In the past year, with increasing (and disturbing) frequency, we’ve seen more and more cases of totalitarian countries bullying their neighbors. Two of the most prominent are Russia (with their treatment of Ukraine) and China (as they threaten others in the Pacific).

The Western response to these aggressions, especially with Russia, has been to apply financial pressure with sanctions. With the U.S. dollar still the global reserve and commodity trading currency, it’s rather easy for the West to seriously damage a nation’s economy if it so chooses. So naturally, China, Russia and other regimes are looking for a way out from under the dollar’s thumb.

For those nations who want to escape their dependency on the dollar, it’s not quite as simple as dumping all of their dollar-denominated securities. You see, they own so many of them that a one-time dump would devastate the market. So instead, they slowly hit the bid and reduce their holdings over time.

This is precisely what has been happening over the last year with eastern holders of U.S. Treasuries.

Last week, Zero Hedge reported that late last year, Russia dumped the most U.S. Treasuries ever, bringing their holdings to 2008 levels:

Back in December, Socgen spread a rumor that Russia has begun selling its gold. Subsequent IMF data showed that not only was this not correct, Russia in fact added to its gold holdings. But there was one thing it was selling: some $22 billion in US Treasurys, a record 20% of its total holdings, bringing its US paper inventory to just $86 billion in December – the lowest since June 2008.

The article notes that China has joined in the selling frenzy and has reduced its own holdings of Treasuries to levels similar to January 2013.

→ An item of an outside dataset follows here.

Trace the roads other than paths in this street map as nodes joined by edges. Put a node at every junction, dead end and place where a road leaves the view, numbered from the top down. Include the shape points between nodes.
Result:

Over the last several decades, Russia and China have been important sources of demand for U.S. bonds, and have in large part acted as the primary “bankers” who have enabled the United States’ borrow-and-spend binge lifestyle, which has seen our sovereign debt run up to almost $20 trillion.

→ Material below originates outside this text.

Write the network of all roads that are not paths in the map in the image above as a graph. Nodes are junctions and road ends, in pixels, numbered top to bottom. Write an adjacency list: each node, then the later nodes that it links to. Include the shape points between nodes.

So it’s natural to ask: What happens if China, Russia and other emerging markets not only stop buying U.S. bonds, but begin to sell them en masse?

No longer would our government have any leverage over those nations. And the move would deliver a devastating blow to the United States, the value of the dollar, and the majority of citizens living within its borders.

In short, we have handed our possible adversaries a MASSIVE weapon to use against us.

What do any of these geopolitical maneuvers of currency wars and de-dollarization mean to you, as an ordinary American citizen? Just think about market principles. If there is a huge seller of something you own, it’s going to lose its value right? Well, that is what is going to happen to all our YOUR dollar-denominated assets if Russia, China and other countries keep selling. Your assets are going to lose value. That is not even counting the economic havoc that could come our way and also affect the value of any stocks or bonds that you own.

This is precisely what the majority of American citizens would experience under such a scenario. But for the minority that prepares now, they can do so by putting at least some of their savings into assets that won’t be hit by the coming turmoil.

Perhaps never more so than in this case, gold can be an invaluable asset to own. Just as Russia and China are selling U.S. Treasury bonds, there is mounting evidence that both nations are increasing their holdings of gold, thus reducing global supply.

As more nations increase their gold reserves, as demand from individuals picks up around the world, you don’t want to be the last guy on the train; make sure you own at least some gold now. If the selling of dollars intensifies, you’ll be glad you did.